I can't say I am often in agreement with Rand Paul but he is completely right here. It's simply not the government's business to provide insurance for privately-uninsurable and voluntarily-assumed risks.
I hear you, OTOH no health insurance company is going to cover 80 year olds health costs or anyone’s catastrophic illnesses (policies used to have lifetime healthcare limits and they were a joke, around fifty thousand). The solution is the federal government covering catastrophic risks that kick in at a percentage of AGI, including flood, earthquakes, healthcare etc. No exceptions. Private insurance to fill the gaps.
Hence my "voluntarily-assumed" constraint.
Katrina flood insurance rescue resulted in a building boom on the New Jersey coast. Some nice 15-30 million dollar places in Avalon.
My Sister and her husband have property on the bank of a large river. Several years ago they put in for a permit to remove an area where the river was undercutting the bank and to put in a diverter so that the river wouldn't undercut any more. They were denied the permits because of the EPA and their Environazi toadies.
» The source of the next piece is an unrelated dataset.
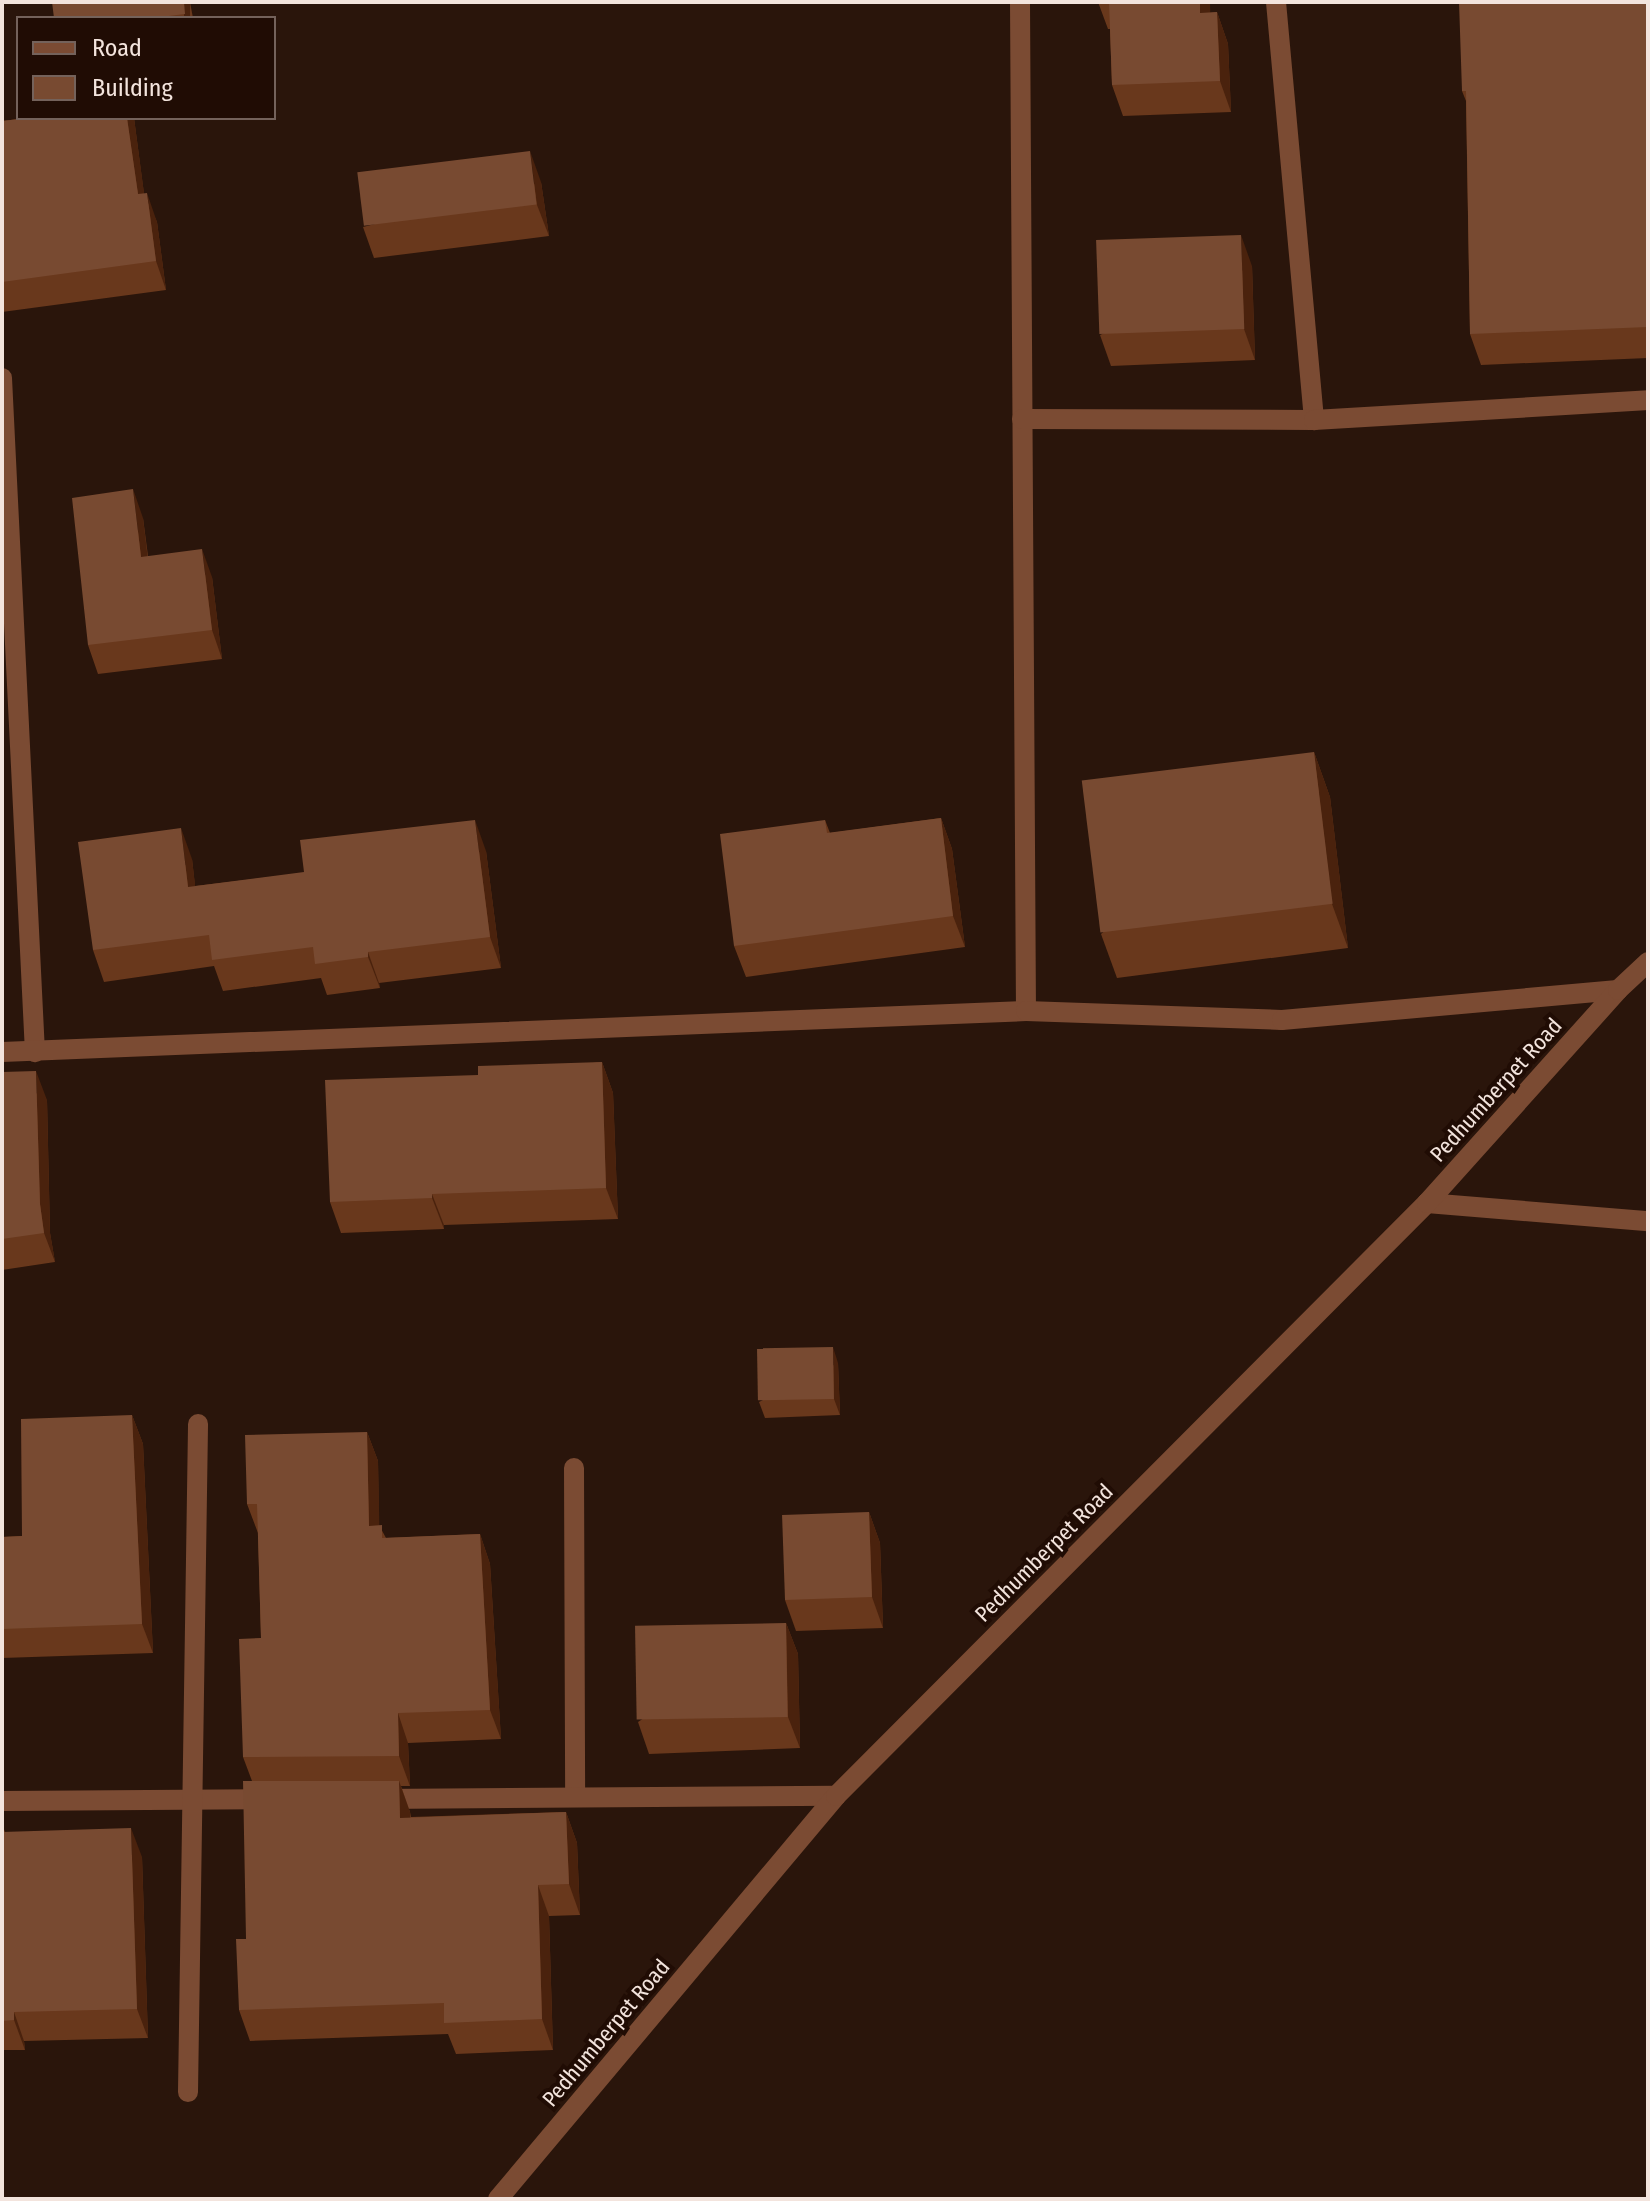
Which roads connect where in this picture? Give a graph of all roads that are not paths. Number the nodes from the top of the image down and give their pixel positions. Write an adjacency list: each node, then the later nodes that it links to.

They moved everything of value out of the house and started living in the apartment that was attached to their garage. Sure enough the bank collapsed and took out the house. They built new in a safer section of their property with the insurance.
As long as Local, State and Federal Governments keep micromanaging what these people can to to make their houses more survivable I have to support the insurance.
While I enjoy watching red state senators defend their subsidies (you’re welcome), this needs perspective.
The NFIP insures a dwelling up to $250,000, which is roughly the cost of rebuilding an AVERAGE home, especially after a disaster, when “demand surge” drives up construction costs. So, an NFIP policy will rarely rebuild a “fancy beach house” on its own. We’re subsidizing the normal share of home values, not the premium for a mansion. People who can buy mansions will still live wherever they want; it’s the ordinary people who follow the market that deserve consideration.
We support this subsidy because many older communities, especially in the Southeast, were understandably established near water. As waters rise, those communities are now at risk of being consigned to economic stagnation, and their residents left with worthless properties, if we don’t support them in some way. Remember, New Orleans was a critically important city for our country in the mid-19th century.
We can reduce the amount of the subsidy if Republican attorneys general withdraw their suit against FEMA’s attempt to establish rates for coverage that would be more reflective of the actual risk (still subsidized,but less so).
I just wish people like Sen. Kennedy would accept that federal flood insurance is a subsidy, and that subsidies are acceptable if they buffer people from economic hardship that comes through no fault of their own. Somehow, I don’t think Sen. Kennedy will like that explanation.
I missed that part in the US Constitution that authorized subsidies so long as they are less so.
Apparently, Stossel, all that facial hair has turned inward and is ricing your brain. The whole point of an organized society is to benefit its citizens. Flood insurance is one such benefit. Based on your "argument," if you don't drive, you shouldn't pay taxes for roads. If you don't fly, you shouldn't pay taxes for airports. If you're a useful idiot for Russia, you shouldn't pay taxes for the military. And so on. I would think that even a 'libertarian' would have trouble envisioning a government that doesn't spend money on something, unless 'libertarian' means "only my pet projects."